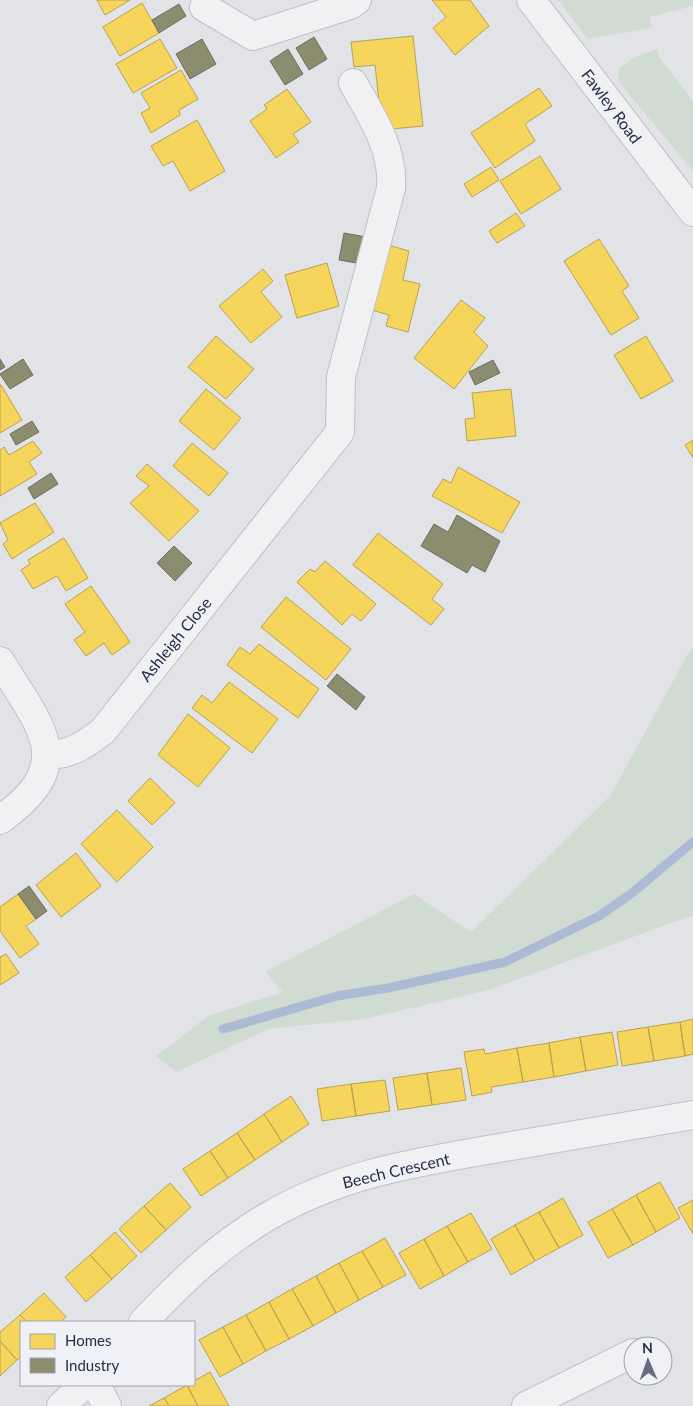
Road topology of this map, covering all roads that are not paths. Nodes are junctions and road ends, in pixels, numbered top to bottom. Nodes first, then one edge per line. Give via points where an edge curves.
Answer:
1 (357, 0) edge
2 (531, 0) edge
3 (204, 7) dead end
4 (353, 83) dead end
5 (693, 212) edge
6 (0, 661) edge
7 (47, 754) junction
8 (0, 820) edge
9 (693, 1115) edge
10 (144, 1321) edge
11 (623, 1358) edge
12 (83, 1386) edge
13 (97, 1386) edge
14 (61, 1406) edge
15 (107, 1406) edge
16 (525, 1406) edge

1 - 3 street via 252,36
2 - 5 street, Fawley Road
4 - 7 street, Ashleigh Close via 384,139 392,176 341,377 340,432 102,731 75,750
6 - 7 street via 39,725
7 - 8 street via 40,783
9 - 10 street, Beech Crescent via 400,1166 337,1183 297,1201 243,1232 194,1271
11 - 16 street
12 - 14 street
13 - 15 street

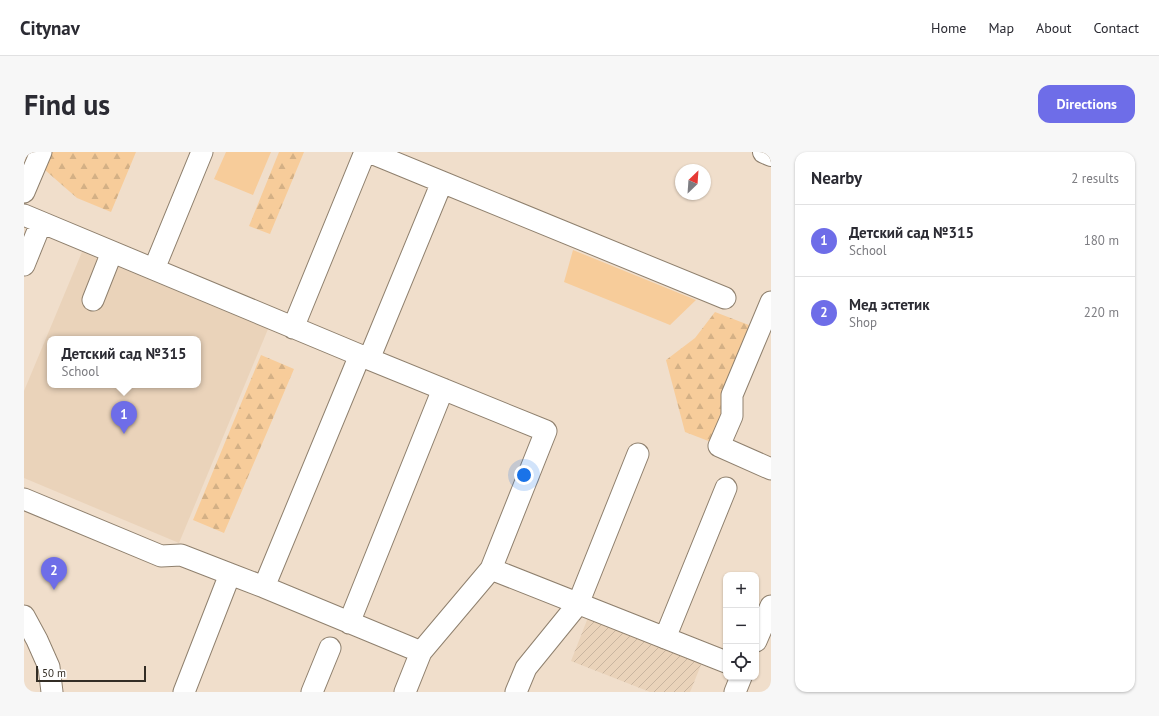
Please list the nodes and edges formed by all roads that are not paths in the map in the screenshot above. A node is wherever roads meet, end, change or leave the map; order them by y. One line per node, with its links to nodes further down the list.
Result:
1 (41, 152): 6 (street)
2 (202, 152): 10 (street)
3 (365, 152): 14 (street)
4 (369, 152): 5 (street)
5 (442, 182): 11 (street); 15 (street)
6 (24, 192)
7 (33, 219): 8 (street); 9 (street)
8 (112, 252): 10 (street); 12 (street)
9 (24, 265)
10 (154, 269): 14 (street)
11 (725, 298)
12 (93, 300)
13 (771, 302): 18 (street)
14 (293, 328): 15 (street)
15 (365, 357): 16 (street); 23 (street)
16 (443, 389): 21 (street); 27 (street)
17 (638, 454): 24 (street)
18 (771, 469)
19 (726, 488): 29 (street)
20 (24, 499): 22 (street)
21 (491, 569): 24 (street); 31 (street)
22 (230, 574): 23 (street); 35 (street)
23 (264, 587): 27 (street)
24 (578, 604): 29 (street); 38 (street)
25 (771, 606): 28 (street)
26 (24, 616): 34 (street)
27 (349, 623): 31 (street)
28 (759, 634)
29 (665, 638): 32 (street)
30 (330, 648): 36 (street)
31 (421, 652): 37 (street)
32 (723, 661)
33 (740, 680): 39 (street)
34 (52, 692)
35 (184, 692)
36 (312, 692)
37 (405, 692)
38 (516, 692)
39 (734, 692)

----

Whenever a line in the material above holds the string "paths", copy that line in full.

Road topology of this map, covering all roads that are not paths. Nodes are junctions and road ends, in pixels, numbered top to bottom. Nodes first, then one edge per line. Give via points where an edge curves.
Please list the nodes and edges formed by all roads that are not paths in the map in the screenshot above. A node is wherever roads meet, end, change or leave the map; order them by y. One line per node, with its links to nodes further down the list.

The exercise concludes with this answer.